[Work task]
Reproduce the records below; each should match the original exactly.

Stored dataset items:
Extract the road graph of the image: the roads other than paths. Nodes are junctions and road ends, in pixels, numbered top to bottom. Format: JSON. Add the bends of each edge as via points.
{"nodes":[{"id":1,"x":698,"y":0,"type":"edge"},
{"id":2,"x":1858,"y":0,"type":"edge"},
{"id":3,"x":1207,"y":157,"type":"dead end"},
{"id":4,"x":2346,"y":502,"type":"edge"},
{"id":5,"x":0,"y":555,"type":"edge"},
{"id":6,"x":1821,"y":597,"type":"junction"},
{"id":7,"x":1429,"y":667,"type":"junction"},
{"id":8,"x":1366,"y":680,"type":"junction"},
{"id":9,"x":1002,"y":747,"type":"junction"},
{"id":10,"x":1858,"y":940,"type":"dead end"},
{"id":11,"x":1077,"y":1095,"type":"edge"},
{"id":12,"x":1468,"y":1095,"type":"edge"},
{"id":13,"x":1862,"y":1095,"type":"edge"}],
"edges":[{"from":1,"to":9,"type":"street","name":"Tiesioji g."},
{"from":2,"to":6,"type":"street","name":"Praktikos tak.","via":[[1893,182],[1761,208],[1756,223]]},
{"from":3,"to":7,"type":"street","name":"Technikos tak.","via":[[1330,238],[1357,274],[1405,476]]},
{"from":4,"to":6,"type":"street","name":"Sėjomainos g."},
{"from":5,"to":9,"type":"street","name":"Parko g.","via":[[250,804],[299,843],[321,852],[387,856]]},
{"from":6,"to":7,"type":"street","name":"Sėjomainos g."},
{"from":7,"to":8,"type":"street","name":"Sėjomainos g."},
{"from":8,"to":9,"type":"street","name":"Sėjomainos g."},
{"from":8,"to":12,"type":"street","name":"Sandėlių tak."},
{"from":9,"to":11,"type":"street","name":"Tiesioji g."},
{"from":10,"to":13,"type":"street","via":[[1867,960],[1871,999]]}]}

[Output for this task]
Extract the road graph of the image: the roads other than paths. Nodes are junctions and road ends, in pixels, numbered top to bottom. Format: JSON. Add the bends of each edge as via points.
{"nodes":[{"id":1,"x":698,"y":0,"type":"edge"},
{"id":2,"x":1858,"y":0,"type":"edge"},
{"id":3,"x":1207,"y":157,"type":"dead end"},
{"id":4,"x":2346,"y":502,"type":"edge"},
{"id":5,"x":0,"y":555,"type":"edge"},
{"id":6,"x":1821,"y":597,"type":"junction"},
{"id":7,"x":1429,"y":667,"type":"junction"},
{"id":8,"x":1366,"y":680,"type":"junction"},
{"id":9,"x":1002,"y":747,"type":"junction"},
{"id":10,"x":1858,"y":940,"type":"dead end"},
{"id":11,"x":1077,"y":1095,"type":"edge"},
{"id":12,"x":1468,"y":1095,"type":"edge"},
{"id":13,"x":1862,"y":1095,"type":"edge"}],
"edges":[{"from":1,"to":9,"type":"street","name":"Tiesioji g."},
{"from":2,"to":6,"type":"street","name":"Praktikos tak.","via":[[1893,182],[1761,208],[1756,223]]},
{"from":3,"to":7,"type":"street","name":"Technikos tak.","via":[[1330,238],[1357,274],[1405,476]]},
{"from":4,"to":6,"type":"street","name":"Sėjomainos g."},
{"from":5,"to":9,"type":"street","name":"Parko g.","via":[[250,804],[299,843],[321,852],[387,856]]},
{"from":6,"to":7,"type":"street","name":"Sėjomainos g."},
{"from":7,"to":8,"type":"street","name":"Sėjomainos g."},
{"from":8,"to":9,"type":"street","name":"Sėjomainos g."},
{"from":8,"to":12,"type":"street","name":"Sandėlių tak."},
{"from":9,"to":11,"type":"street","name":"Tiesioji g."},
{"from":10,"to":13,"type":"street","via":[[1867,960],[1871,999]]}]}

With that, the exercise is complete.